## GOAL OF THE EXERCISE
Output the following data exactly.

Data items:
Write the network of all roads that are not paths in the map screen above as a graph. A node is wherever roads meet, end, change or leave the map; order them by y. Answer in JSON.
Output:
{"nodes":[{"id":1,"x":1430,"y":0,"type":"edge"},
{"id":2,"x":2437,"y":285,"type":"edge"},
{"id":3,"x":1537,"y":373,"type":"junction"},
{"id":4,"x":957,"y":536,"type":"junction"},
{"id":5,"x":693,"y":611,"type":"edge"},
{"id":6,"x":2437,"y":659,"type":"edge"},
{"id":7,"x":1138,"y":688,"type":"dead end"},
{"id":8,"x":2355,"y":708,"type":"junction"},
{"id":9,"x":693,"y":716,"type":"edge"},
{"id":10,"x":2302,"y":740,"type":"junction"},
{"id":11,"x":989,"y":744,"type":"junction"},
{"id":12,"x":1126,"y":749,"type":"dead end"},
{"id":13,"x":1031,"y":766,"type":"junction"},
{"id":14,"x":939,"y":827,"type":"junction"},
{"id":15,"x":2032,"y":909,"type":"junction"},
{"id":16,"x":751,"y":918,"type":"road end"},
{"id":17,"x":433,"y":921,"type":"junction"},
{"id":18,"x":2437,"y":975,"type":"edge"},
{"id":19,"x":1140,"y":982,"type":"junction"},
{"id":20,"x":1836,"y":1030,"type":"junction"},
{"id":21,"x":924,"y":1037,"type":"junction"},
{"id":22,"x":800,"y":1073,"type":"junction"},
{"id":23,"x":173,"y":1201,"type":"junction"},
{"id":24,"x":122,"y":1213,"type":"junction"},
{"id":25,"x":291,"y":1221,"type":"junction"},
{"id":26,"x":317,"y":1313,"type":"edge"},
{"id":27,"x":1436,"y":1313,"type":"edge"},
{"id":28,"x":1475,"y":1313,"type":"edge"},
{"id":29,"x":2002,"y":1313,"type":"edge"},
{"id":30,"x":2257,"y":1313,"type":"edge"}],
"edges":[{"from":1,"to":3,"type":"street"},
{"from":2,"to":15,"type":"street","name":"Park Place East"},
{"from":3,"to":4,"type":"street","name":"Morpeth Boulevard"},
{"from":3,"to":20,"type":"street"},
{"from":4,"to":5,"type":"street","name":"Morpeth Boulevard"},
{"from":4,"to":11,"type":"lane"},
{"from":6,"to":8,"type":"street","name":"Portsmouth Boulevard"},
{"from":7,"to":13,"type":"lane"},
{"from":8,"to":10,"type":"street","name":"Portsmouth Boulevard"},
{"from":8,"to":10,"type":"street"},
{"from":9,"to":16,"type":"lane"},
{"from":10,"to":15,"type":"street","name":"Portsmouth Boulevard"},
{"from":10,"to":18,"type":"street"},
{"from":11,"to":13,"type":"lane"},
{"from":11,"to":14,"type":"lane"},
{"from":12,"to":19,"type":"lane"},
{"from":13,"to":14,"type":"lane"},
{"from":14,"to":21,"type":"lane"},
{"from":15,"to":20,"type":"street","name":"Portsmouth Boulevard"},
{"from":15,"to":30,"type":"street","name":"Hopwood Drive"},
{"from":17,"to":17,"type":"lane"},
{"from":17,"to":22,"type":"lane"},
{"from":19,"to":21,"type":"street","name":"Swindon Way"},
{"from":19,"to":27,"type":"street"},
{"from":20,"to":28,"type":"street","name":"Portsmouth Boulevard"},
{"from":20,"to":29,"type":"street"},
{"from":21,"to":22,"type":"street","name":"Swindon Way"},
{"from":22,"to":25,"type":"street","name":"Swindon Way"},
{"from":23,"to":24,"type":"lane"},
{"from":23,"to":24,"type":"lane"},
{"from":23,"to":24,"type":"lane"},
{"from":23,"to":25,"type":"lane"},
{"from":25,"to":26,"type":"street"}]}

## WRITTEN RESPONSE
Write the network of all roads that are not paths in the map screen above as a graph. A node is wherever roads meet, end, change or leave the map; order them by y. Answer in JSON.
Output:
{"nodes":[{"id":1,"x":1430,"y":0,"type":"edge"},
{"id":2,"x":2437,"y":285,"type":"edge"},
{"id":3,"x":1537,"y":373,"type":"junction"},
{"id":4,"x":957,"y":536,"type":"junction"},
{"id":5,"x":693,"y":611,"type":"edge"},
{"id":6,"x":2437,"y":659,"type":"edge"},
{"id":7,"x":1138,"y":688,"type":"dead end"},
{"id":8,"x":2355,"y":708,"type":"junction"},
{"id":9,"x":693,"y":716,"type":"edge"},
{"id":10,"x":2302,"y":740,"type":"junction"},
{"id":11,"x":989,"y":744,"type":"junction"},
{"id":12,"x":1126,"y":749,"type":"dead end"},
{"id":13,"x":1031,"y":766,"type":"junction"},
{"id":14,"x":939,"y":827,"type":"junction"},
{"id":15,"x":2032,"y":909,"type":"junction"},
{"id":16,"x":751,"y":918,"type":"road end"},
{"id":17,"x":433,"y":921,"type":"junction"},
{"id":18,"x":2437,"y":975,"type":"edge"},
{"id":19,"x":1140,"y":982,"type":"junction"},
{"id":20,"x":1836,"y":1030,"type":"junction"},
{"id":21,"x":924,"y":1037,"type":"junction"},
{"id":22,"x":800,"y":1073,"type":"junction"},
{"id":23,"x":173,"y":1201,"type":"junction"},
{"id":24,"x":122,"y":1213,"type":"junction"},
{"id":25,"x":291,"y":1221,"type":"junction"},
{"id":26,"x":317,"y":1313,"type":"edge"},
{"id":27,"x":1436,"y":1313,"type":"edge"},
{"id":28,"x":1475,"y":1313,"type":"edge"},
{"id":29,"x":2002,"y":1313,"type":"edge"},
{"id":30,"x":2257,"y":1313,"type":"edge"}],
"edges":[{"from":1,"to":3,"type":"street"},
{"from":2,"to":15,"type":"street","name":"Park Place East"},
{"from":3,"to":4,"type":"street","name":"Morpeth Boulevard"},
{"from":3,"to":20,"type":"street"},
{"from":4,"to":5,"type":"street","name":"Morpeth Boulevard"},
{"from":4,"to":11,"type":"lane"},
{"from":6,"to":8,"type":"street","name":"Portsmouth Boulevard"},
{"from":7,"to":13,"type":"lane"},
{"from":8,"to":10,"type":"street","name":"Portsmouth Boulevard"},
{"from":8,"to":10,"type":"street"},
{"from":9,"to":16,"type":"lane"},
{"from":10,"to":15,"type":"street","name":"Portsmouth Boulevard"},
{"from":10,"to":18,"type":"street"},
{"from":11,"to":13,"type":"lane"},
{"from":11,"to":14,"type":"lane"},
{"from":12,"to":19,"type":"lane"},
{"from":13,"to":14,"type":"lane"},
{"from":14,"to":21,"type":"lane"},
{"from":15,"to":20,"type":"street","name":"Portsmouth Boulevard"},
{"from":15,"to":30,"type":"street","name":"Hopwood Drive"},
{"from":17,"to":17,"type":"lane"},
{"from":17,"to":22,"type":"lane"},
{"from":19,"to":21,"type":"street","name":"Swindon Way"},
{"from":19,"to":27,"type":"street"},
{"from":20,"to":28,"type":"street","name":"Portsmouth Boulevard"},
{"from":20,"to":29,"type":"street"},
{"from":21,"to":22,"type":"street","name":"Swindon Way"},
{"from":22,"to":25,"type":"street","name":"Swindon Way"},
{"from":23,"to":24,"type":"lane"},
{"from":23,"to":24,"type":"lane"},
{"from":23,"to":24,"type":"lane"},
{"from":23,"to":25,"type":"lane"},
{"from":25,"to":26,"type":"street"}]}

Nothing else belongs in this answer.